Post
Topic
Board Mining
Re: LargeCoin Pricing Announced; Taking Pre-Orders
by
DeathAndTaxes
on 06/03/2012, 22:36:28 UTC
Many people doubted strongly that an ASIC would come along at all, due to supposedly HUGE startup costs.

If the claims about how prohibitive the initial research/development costs would be are valid, surely it would seem incongruous to have the first few units produced be dirt cheap. Quite the contrary, surely it is to be expected that the first production units would be sold to a select clientele at a premium price? If the price of these first few units were in the "reasonable" price ranges you folk would like to see them at doubtless that would have been taken as further proof it must be a scam, due to the evident failure to attempt to recoup some of the "prohibitive" development costs...

-MarkM-


Well no.  If one has a fixed cost of $1M then to amortize that over 1000 chips will be +$1000 over build cost per chip.  If you ammortize that over 20,000 chips it is $50.  If you amortize it over 100,000 chips it will be it will be $10 per chip.

ztex (as an example) won't get much lower prices even if he builds 10,000 boards BUT an ASIC w/ huge upfront costs acheives significantly lower cost by scaling production.

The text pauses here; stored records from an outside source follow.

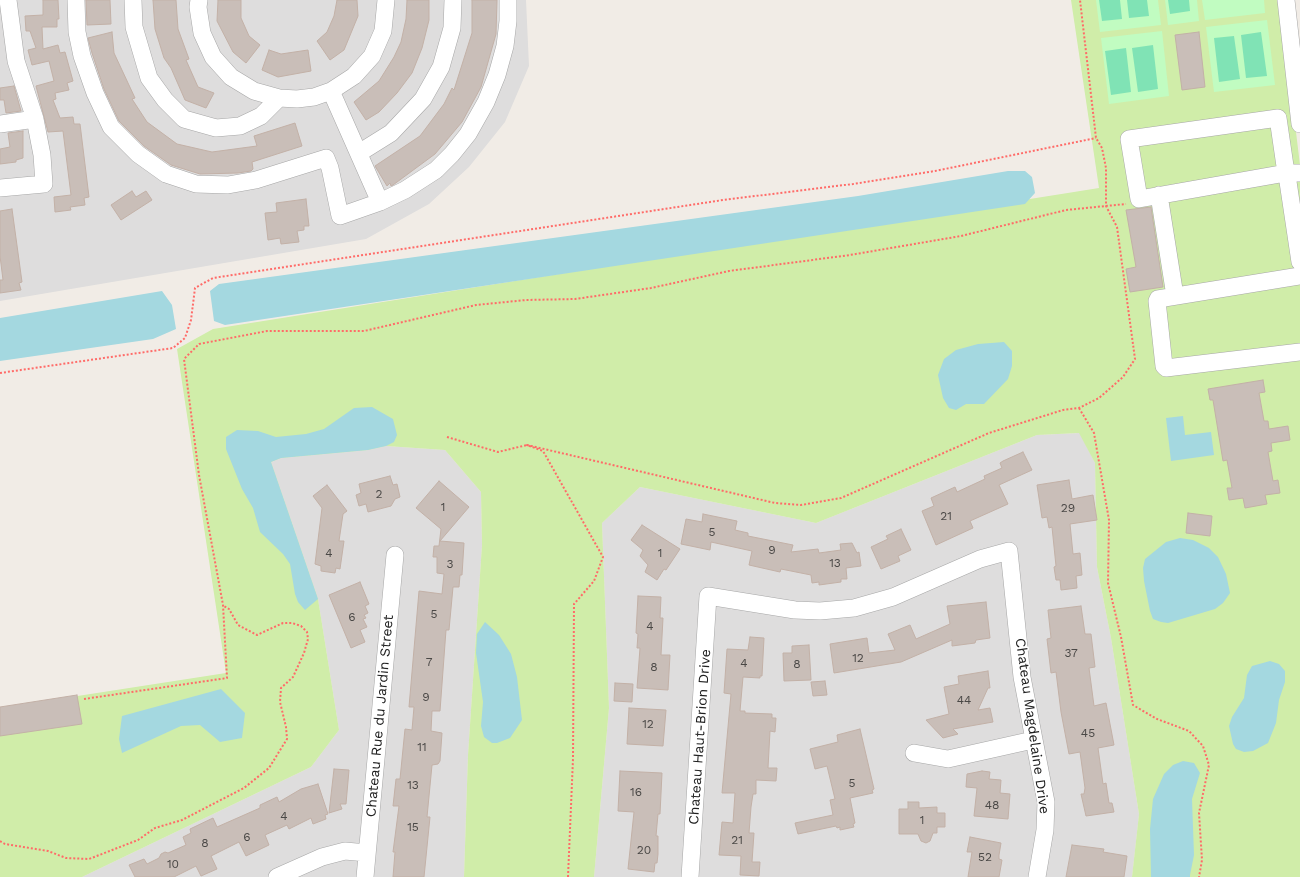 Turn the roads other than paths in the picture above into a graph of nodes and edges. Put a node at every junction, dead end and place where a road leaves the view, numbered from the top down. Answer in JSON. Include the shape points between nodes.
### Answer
{"nodes":[{"id":1,"x":8,"y":0,"type":"edge"},
{"id":2,"x":76,"y":0,"type":"edge"},
{"id":3,"x":133,"y":0,"type":"edge"},
{"id":4,"x":199,"y":0,"type":"edge"},
{"id":5,"x":386,"y":0,"type":"edge"},
{"id":6,"x":452,"y":0,"type":"edge"},
{"id":7,"x":508,"y":0,"type":"edge"},
{"id":8,"x":1286,"y":0,"type":"edge"},
{"id":9,"x":331,"y":91,"type":"junction"},
{"id":10,"x":279,"y":98,"type":"junction"},
{"id":11,"x":35,"y":119,"type":"junction"},
{"id":12,"x":1300,"y":121,"type":"edge"},
{"id":13,"x":1278,"y":122,"type":"junction"},
{"id":14,"x":0,"y":124,"type":"edge"},
{"id":15,"x":359,"y":154,"type":"junction"},
{"id":16,"x":1293,"y":173,"type":"edge"},
{"id":17,"x":0,"y":188,"type":"edge"},
{"id":18,"x":1159,"y":195,"type":"junction"},
{"id":19,"x":380,"y":202,"type":"junction"},
{"id":20,"x":1300,"y":262,"type":"edge"},
{"id":21,"x":1300,"y":276,"type":"edge"},
{"id":22,"x":1175,"y":296,"type":"junction"},
{"id":23,"x":1300,"y":352,"type":"edge"},
{"id":24,"x":395,"y":555,"type":"dead end"},
{"id":25,"x":708,"y":596,"type":"joint"},
{"id":26,"x":1033,"y":740,"type":"junction"},
{"id":27,"x":914,"y":753,"type":"dead end"},
{"id":28,"x":367,"y":853,"type":"junction"},
{"id":29,"x":277,"y":877,"type":"edge"},
{"id":30,"x":365,"y":877,"type":"edge"},
{"id":31,"x":690,"y":877,"type":"edge"},
{"id":32,"x":1037,"y":877,"type":"edge"}],
"edges":[{"from":1,"to":11,"type":"street","via":[[16,61]]},
{"from":2,"to":19,"type":"street","via":[[77,32],[82,56],[111,127],[138,154],[166,174],[196,184],[228,185],[256,180],[326,158],[340,216]]},
{"from":3,"to":10,"type":"street","via":[[134,27],[149,78],[165,100],[184,119],[216,128],[240,126],[261,116]]},
{"from":4,"to":10,"type":"street","via":[[202,33],[213,57],[231,77],[254,91]]},
{"from":5,"to":9,"type":"street","via":[[383,31],[372,56],[354,76]]},
{"from":6,"to":15,"type":"street","via":[[452,28],[441,67],[423,99],[391,133]]},
{"from":7,"to":19,"type":"street","via":[[505,46],[497,75],[486,102],[468,134],[436,170]]},
{"from":8,"to":12,"type":"street"},
{"from":9,"to":10,"type":"street","via":[[303,98]]},
{"from":9,"to":15,"type":"street"},
{"from":11,"to":14,"type":"street"},
{"from":11,"to":17,"type":"street","via":[[44,184]]},
{"from":12,"to":13,"type":"street"},
{"from":13,"to":16,"type":"street"},
{"from":13,"to":18,"type":"street","via":[[1276,118],[1129,139],[1137,197],[1139,199]]},
{"from":15,"to":19,"type":"street"},
{"from":16,"to":18,"type":"street"},
{"from":16,"to":20,"type":"street"},
{"from":18,"to":22,"type":"street"},
{"from":21,"to":22,"type":"street"},
{"from":22,"to":23,"type":"street","via":[[1156,301],[1166,368]]},
{"from":24,"to":28,"type":"street","name":"Chateau Rue du Jardin Street"},
{"from":25,"to":26,"type":"street","name":"Chateau Magdelaine Drive","via":[[796,610],[854,608],[893,597],[980,559],[1009,552],[1022,677]]},
{"from":25,"to":31,"type":"street","name":"Chateau Haut-Brion Drive"},
{"from":26,"to":27,"type":"street","via":[[948,759]]},
{"from":26,"to":32,"type":"street","name":"Chateau Magdelaine Drive","via":[[1046,802],[1045,830]]},
{"from":28,"to":29,"type":"street","via":[[345,851],[322,857]]},
{"from":28,"to":30,"type":"street","name":"Chateau Rue du Jardin Street"}]}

Keeping prices high for a select few means less units moved and higher cost per unit.  Both company and customer lose.  There also is the risk with high prices of slow volume and someone comes along w/ cheaper/faster/cooler unit before you ammortize.  Then you are left holding the proverbial bag.

An example:
Hypothetically (excluding profit margin, risk, volume pricing on production runs, etc)
$1M NRE cost.
$100 wafer cost per chip (1 GH/s)

Sell 1000 chips = $100 ea + $1000 NRE share = $1100 per chip ($22,000 per 20GH/s box)
Sell 5,000 chips = $100 ea + $200 NRE share = $300 per chip ($6,000 per 20 GH/s box)
Sell 25,000 chips = $100 ea + $40 NRE = $140 per chip ($2,800 per 20 GH/s box)
etc...

So someone selling a few units at very high cost seems counterintuitive to the economics of ASICS.  With ASIC your non sunk cost will be very low.  It is in your best interest to undercut everyone else, be the clear choice and line up tens of millions of dollars in orders.

If you want to sell a few units at high premium get early access to 28nm chips.  No sense and pricing them low as your cost won't go down much when ramping up volume.